| WORK ORDER |
Your answer should be the entire listing, printed exactly.

| MATERIAL FOR THIS EXERCISE |

^^^^

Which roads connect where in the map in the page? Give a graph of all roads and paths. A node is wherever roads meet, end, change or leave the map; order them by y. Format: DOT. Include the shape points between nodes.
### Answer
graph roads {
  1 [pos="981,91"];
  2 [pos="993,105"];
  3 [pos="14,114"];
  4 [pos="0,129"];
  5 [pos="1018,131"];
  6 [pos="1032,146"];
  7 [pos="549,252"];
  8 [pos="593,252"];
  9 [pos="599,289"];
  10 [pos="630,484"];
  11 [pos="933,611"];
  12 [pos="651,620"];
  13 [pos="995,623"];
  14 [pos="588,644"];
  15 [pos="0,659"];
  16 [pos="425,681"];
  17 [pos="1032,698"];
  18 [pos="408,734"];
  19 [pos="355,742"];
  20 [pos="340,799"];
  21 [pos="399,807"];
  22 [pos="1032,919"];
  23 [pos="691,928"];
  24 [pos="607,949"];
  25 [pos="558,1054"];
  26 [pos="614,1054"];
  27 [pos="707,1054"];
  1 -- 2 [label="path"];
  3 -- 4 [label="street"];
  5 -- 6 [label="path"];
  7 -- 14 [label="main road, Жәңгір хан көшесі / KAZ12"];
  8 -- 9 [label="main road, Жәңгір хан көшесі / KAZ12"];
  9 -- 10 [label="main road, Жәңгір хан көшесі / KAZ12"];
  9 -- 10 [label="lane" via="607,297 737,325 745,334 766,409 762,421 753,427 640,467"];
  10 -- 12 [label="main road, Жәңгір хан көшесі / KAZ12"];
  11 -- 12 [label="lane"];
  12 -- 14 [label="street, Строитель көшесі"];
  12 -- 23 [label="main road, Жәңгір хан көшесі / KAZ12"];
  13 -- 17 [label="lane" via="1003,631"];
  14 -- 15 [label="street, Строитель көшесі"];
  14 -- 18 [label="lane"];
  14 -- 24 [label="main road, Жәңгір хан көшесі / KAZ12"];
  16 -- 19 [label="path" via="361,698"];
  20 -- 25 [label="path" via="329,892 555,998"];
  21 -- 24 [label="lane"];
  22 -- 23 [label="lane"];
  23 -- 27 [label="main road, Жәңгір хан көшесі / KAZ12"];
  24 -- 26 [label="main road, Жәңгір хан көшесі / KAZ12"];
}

^^^^

| ANSWER AREA |
Which roads connect where in the map in the page? Give a graph of all roads and paths. A node is wherever roads meet, end, change or leave the map; order them by y. Format: DOT. Include the shape points between nodes.
### Answer
graph roads {
  1 [pos="981,91"];
  2 [pos="993,105"];
  3 [pos="14,114"];
  4 [pos="0,129"];
  5 [pos="1018,131"];
  6 [pos="1032,146"];
  7 [pos="549,252"];
  8 [pos="593,252"];
  9 [pos="599,289"];
  10 [pos="630,484"];
  11 [pos="933,611"];
  12 [pos="651,620"];
  13 [pos="995,623"];
  14 [pos="588,644"];
  15 [pos="0,659"];
  16 [pos="425,681"];
  17 [pos="1032,698"];
  18 [pos="408,734"];
  19 [pos="355,742"];
  20 [pos="340,799"];
  21 [pos="399,807"];
  22 [pos="1032,919"];
  23 [pos="691,928"];
  24 [pos="607,949"];
  25 [pos="558,1054"];
  26 [pos="614,1054"];
  27 [pos="707,1054"];
  1 -- 2 [label="path"];
  3 -- 4 [label="street"];
  5 -- 6 [label="path"];
  7 -- 14 [label="main road, Жәңгір хан көшесі / KAZ12"];
  8 -- 9 [label="main road, Жәңгір хан көшесі / KAZ12"];
  9 -- 10 [label="main road, Жәңгір хан көшесі / KAZ12"];
  9 -- 10 [label="lane" via="607,297 737,325 745,334 766,409 762,421 753,427 640,467"];
  10 -- 12 [label="main road, Жәңгір хан көшесі / KAZ12"];
  11 -- 12 [label="lane"];
  12 -- 14 [label="street, Строитель көшесі"];
  12 -- 23 [label="main road, Жәңгір хан көшесі / KAZ12"];
  13 -- 17 [label="lane" via="1003,631"];
  14 -- 15 [label="street, Строитель көшесі"];
  14 -- 18 [label="lane"];
  14 -- 24 [label="main road, Жәңгір хан көшесі / KAZ12"];
  16 -- 19 [label="path" via="361,698"];
  20 -- 25 [label="path" via="329,892 555,998"];
  21 -- 24 [label="lane"];
  22 -- 23 [label="lane"];
  23 -- 27 [label="main road, Жәңгір хан көшесі / KAZ12"];
  24 -- 26 [label="main road, Жәңгір хан көшесі / KAZ12"];
}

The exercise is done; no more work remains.